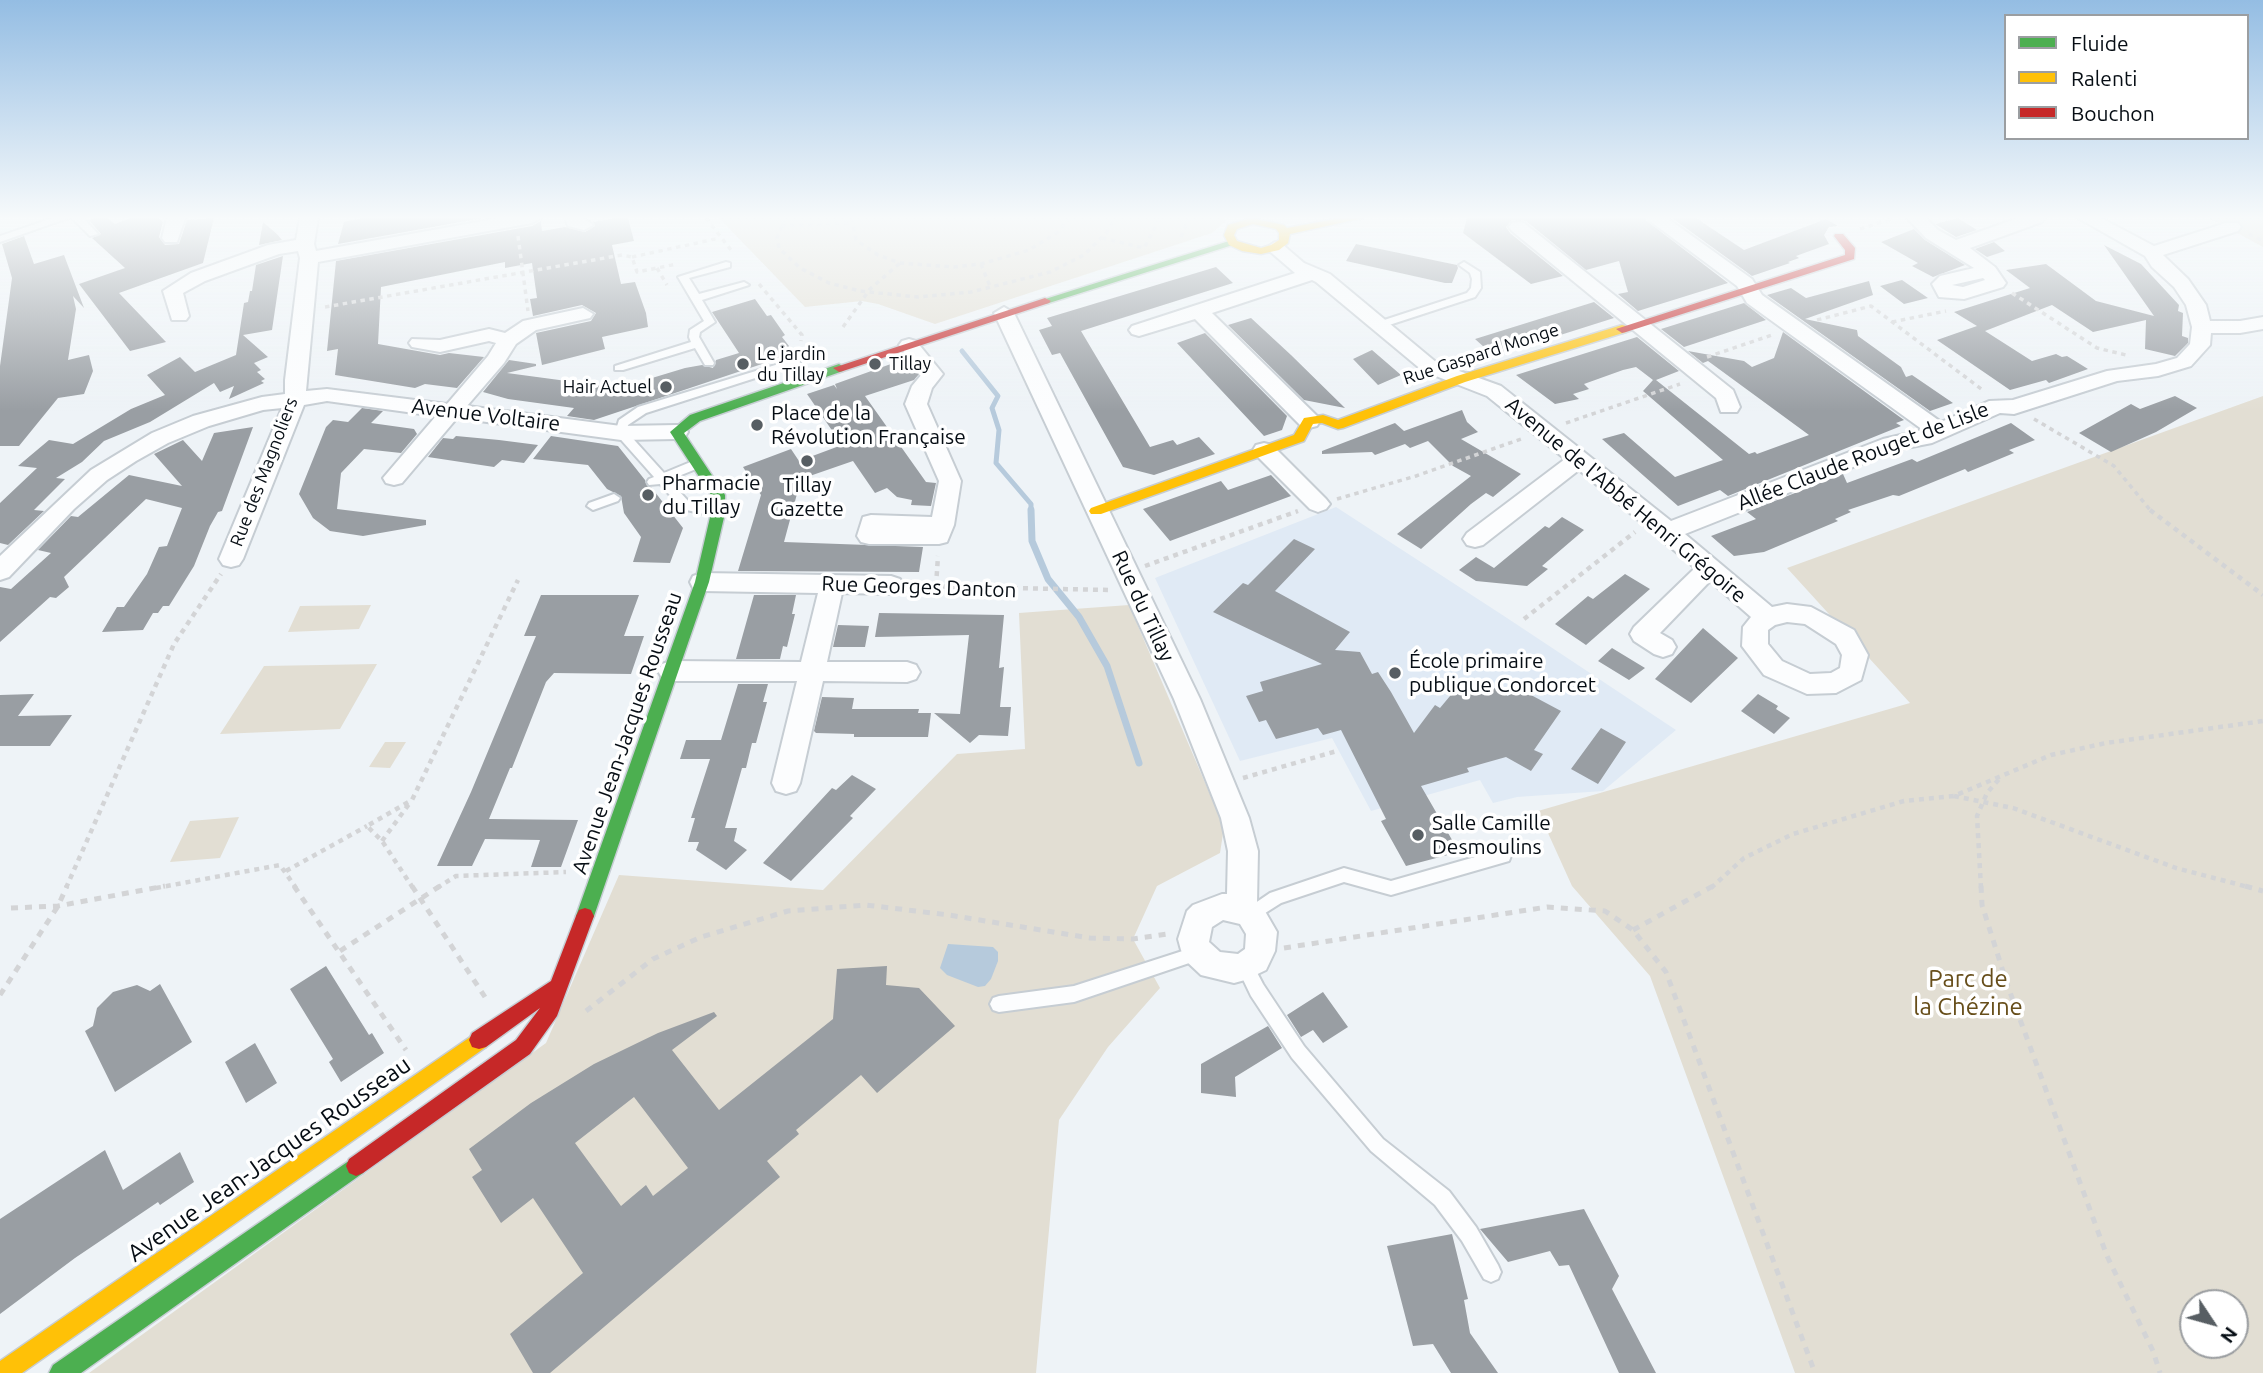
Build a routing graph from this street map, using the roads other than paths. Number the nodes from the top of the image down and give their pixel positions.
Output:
1 (188, 282) edge
2 (305, 282) edge
3 (686, 282) edge
4 (1105, 282) edge
5 (1289, 282) edge
6 (1325, 282) edge
7 (1477, 282) edge
8 (1586, 282) edge
9 (1744, 282) edge
10 (1776, 282) edge
11 (1944, 282) edge
12 (2180, 282) edge
13 (744, 285) dead end
14 (1749, 291) junction
15 (697, 298) junction
16 (1946, 302) road end
17 (1199, 310) junction
18 (1004, 313) junction
19 (583, 314) dead end
20 (179, 316) dead end
21 (2263, 323) edge
22 (1638, 324) junction
23 (1379, 325) junction
24 (2202, 327) junction
25 (1139, 330) dead end
26 (508, 340) junction
27 (419, 343) dead end
28 (696, 344) junction
29 (909, 345) junction
30 (795, 362) dead end
31 (709, 363) dead end
32 (619, 368) dead end
33 (1461, 379) junction
34 (296, 398) junction
35 (1729, 407) dead end
36 (452, 411) junction
37 (1309, 421) junction
38 (1939, 431) junction
39 (677, 432) junction
40 (621, 433) junction
41 (1264, 450) junction
42 (1579, 459) junction
43 (697, 464) junction
44 (394, 478) dead end
45 (655, 481) junction
46 (614, 498) dead end
47 (1318, 504) dead end
48 (593, 506) dead end
49 (1097, 511) junction
50 (718, 513) junction
51 (1659, 524) junction
52 (940, 531) road end
53 (1475, 539) dead end
54 (231, 559) road end
55 (1709, 568) junction
56 (0, 571) edge
57 (702, 582) junction
58 (832, 584) junction
59 (891, 585) road end
60 (1767, 617) dead end
61 (1663, 647) dead end
62 (671, 671) junction
63 (907, 672) dead end
64 (812, 673) junction
65 (786, 783) dead end
66 (1503, 856) dead end
67 (1246, 912) junction
68 (1196, 941) junction
69 (1253, 959) junction
70 (562, 981) junction
71 (999, 1004) dead end
72 (1491, 1272) dead end
73 (2, 1373) edge
74 (61, 1373) edge

1 - 20 street
2 - 34 street, Rue des Magnoliers
3 - 15 lane
4 - 18 street
5 - 17 street
6 - 23 street, Avenue de l'Abbé Henri Grégoire
7 - 23 lane
8 - 22 street
9 - 14 street
10 - 14 street, Rue Gaspard Monge
11 - 16 street
12 - 24 street
13 - 15 lane
14 - 22 street, Rue Gaspard Monge
14 - 38 street
15 - 28 lane
17 - 25 street
17 - 37 street
18 - 29 street
18 - 49 street, Rue du Tillay
19 - 26 street
21 - 24 street
22 - 33 street, Rue Gaspard Monge
22 - 35 street
23 - 33 street, Avenue de l'Abbé Henri Grégoire
24 - 38 street, Allée Claude Rouget de Lisle
26 - 27 street
26 - 36 street
28 - 31 lane
28 - 32 lane
29 - 39 street
29 - 52 street
30 - 40 lane
33 - 37 street, Rue Gaspard Monge
33 - 42 street, Avenue de l'Abbé Henri Grégoire
34 - 36 street, Avenue Voltaire
34 - 54 street, Rue des Magnoliers
34 - 56 street, Avenue Voltaire
36 - 40 street, Avenue Voltaire
36 - 44 street
37 - 41 street
38 - 51 street, Allée Claude Rouget de Lisle
39 - 40 street, Avenue Voltaire
39 - 43 street
40 - 45 lane
41 - 47 street
41 - 49 street
42 - 51 street, Avenue de l'Abbé Henri Grégoire
42 - 53 street
43 - 45 lane
43 - 50 street, Avenue Jean-Jacques Rousseau
45 - 50 lane
46 - 48 lane
49 - 67 street, Rue du Tillay
50 - 57 street, Avenue Jean-Jacques Rousseau
51 - 55 street, Avenue de l'Abbé Henri Grégoire
55 - 60 street, Avenue de l'Abbé Henri Grégoire
55 - 61 street
57 - 58 street, Rue Georges Danton
57 - 62 street, Avenue Jean-Jacques Rousseau
58 - 59 street, Rue Georges Danton
58 - 64 street
62 - 64 street
62 - 70 street, Avenue Jean-Jacques Rousseau
63 - 64 street
64 - 65 street
66 - 67 lane
67 - 68 street
67 - 69 street
68 - 69 street
68 - 71 lane
69 - 72 lane
70 - 73 street, Avenue Jean-Jacques Rousseau
70 - 74 street, Avenue Jean-Jacques Rousseau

++++++

» What the exercise asks:
Would you output the data above exactly as written, but with no images?

» Response to this task:
Build a routing graph from this street map, using the roads other than paths. Number the nodes from the top of the image down and give their pixel positions.
Output:
1 (188, 282) edge
2 (305, 282) edge
3 (686, 282) edge
4 (1105, 282) edge
5 (1289, 282) edge
6 (1325, 282) edge
7 (1477, 282) edge
8 (1586, 282) edge
9 (1744, 282) edge
10 (1776, 282) edge
11 (1944, 282) edge
12 (2180, 282) edge
13 (744, 285) dead end
14 (1749, 291) junction
15 (697, 298) junction
16 (1946, 302) road end
17 (1199, 310) junction
18 (1004, 313) junction
19 (583, 314) dead end
20 (179, 316) dead end
21 (2263, 323) edge
22 (1638, 324) junction
23 (1379, 325) junction
24 (2202, 327) junction
25 (1139, 330) dead end
26 (508, 340) junction
27 (419, 343) dead end
28 (696, 344) junction
29 (909, 345) junction
30 (795, 362) dead end
31 (709, 363) dead end
32 (619, 368) dead end
33 (1461, 379) junction
34 (296, 398) junction
35 (1729, 407) dead end
36 (452, 411) junction
37 (1309, 421) junction
38 (1939, 431) junction
39 (677, 432) junction
40 (621, 433) junction
41 (1264, 450) junction
42 (1579, 459) junction
43 (697, 464) junction
44 (394, 478) dead end
45 (655, 481) junction
46 (614, 498) dead end
47 (1318, 504) dead end
48 (593, 506) dead end
49 (1097, 511) junction
50 (718, 513) junction
51 (1659, 524) junction
52 (940, 531) road end
53 (1475, 539) dead end
54 (231, 559) road end
55 (1709, 568) junction
56 (0, 571) edge
57 (702, 582) junction
58 (832, 584) junction
59 (891, 585) road end
60 (1767, 617) dead end
61 (1663, 647) dead end
62 (671, 671) junction
63 (907, 672) dead end
64 (812, 673) junction
65 (786, 783) dead end
66 (1503, 856) dead end
67 (1246, 912) junction
68 (1196, 941) junction
69 (1253, 959) junction
70 (562, 981) junction
71 (999, 1004) dead end
72 (1491, 1272) dead end
73 (2, 1373) edge
74 (61, 1373) edge

1 - 20 street
2 - 34 street, Rue des Magnoliers
3 - 15 lane
4 - 18 street
5 - 17 street
6 - 23 street, Avenue de l'Abbé Henri Grégoire
7 - 23 lane
8 - 22 street
9 - 14 street
10 - 14 street, Rue Gaspard Monge
11 - 16 street
12 - 24 street
13 - 15 lane
14 - 22 street, Rue Gaspard Monge
14 - 38 street
15 - 28 lane
17 - 25 street
17 - 37 street
18 - 29 street
18 - 49 street, Rue du Tillay
19 - 26 street
21 - 24 street
22 - 33 street, Rue Gaspard Monge
22 - 35 street
23 - 33 street, Avenue de l'Abbé Henri Grégoire
24 - 38 street, Allée Claude Rouget de Lisle
26 - 27 street
26 - 36 street
28 - 31 lane
28 - 32 lane
29 - 39 street
29 - 52 street
30 - 40 lane
33 - 37 street, Rue Gaspard Monge
33 - 42 street, Avenue de l'Abbé Henri Grégoire
34 - 36 street, Avenue Voltaire
34 - 54 street, Rue des Magnoliers
34 - 56 street, Avenue Voltaire
36 - 40 street, Avenue Voltaire
36 - 44 street
37 - 41 street
38 - 51 street, Allée Claude Rouget de Lisle
39 - 40 street, Avenue Voltaire
39 - 43 street
40 - 45 lane
41 - 47 street
41 - 49 street
42 - 51 street, Avenue de l'Abbé Henri Grégoire
42 - 53 street
43 - 45 lane
43 - 50 street, Avenue Jean-Jacques Rousseau
45 - 50 lane
46 - 48 lane
49 - 67 street, Rue du Tillay
50 - 57 street, Avenue Jean-Jacques Rousseau
51 - 55 street, Avenue de l'Abbé Henri Grégoire
55 - 60 street, Avenue de l'Abbé Henri Grégoire
55 - 61 street
57 - 58 street, Rue Georges Danton
57 - 62 street, Avenue Jean-Jacques Rousseau
58 - 59 street, Rue Georges Danton
58 - 64 street
62 - 64 street
62 - 70 street, Avenue Jean-Jacques Rousseau
63 - 64 street
64 - 65 street
66 - 67 lane
67 - 68 street
67 - 69 street
68 - 69 street
68 - 71 lane
69 - 72 lane
70 - 73 street, Avenue Jean-Jacques Rousseau
70 - 74 street, Avenue Jean-Jacques Rousseau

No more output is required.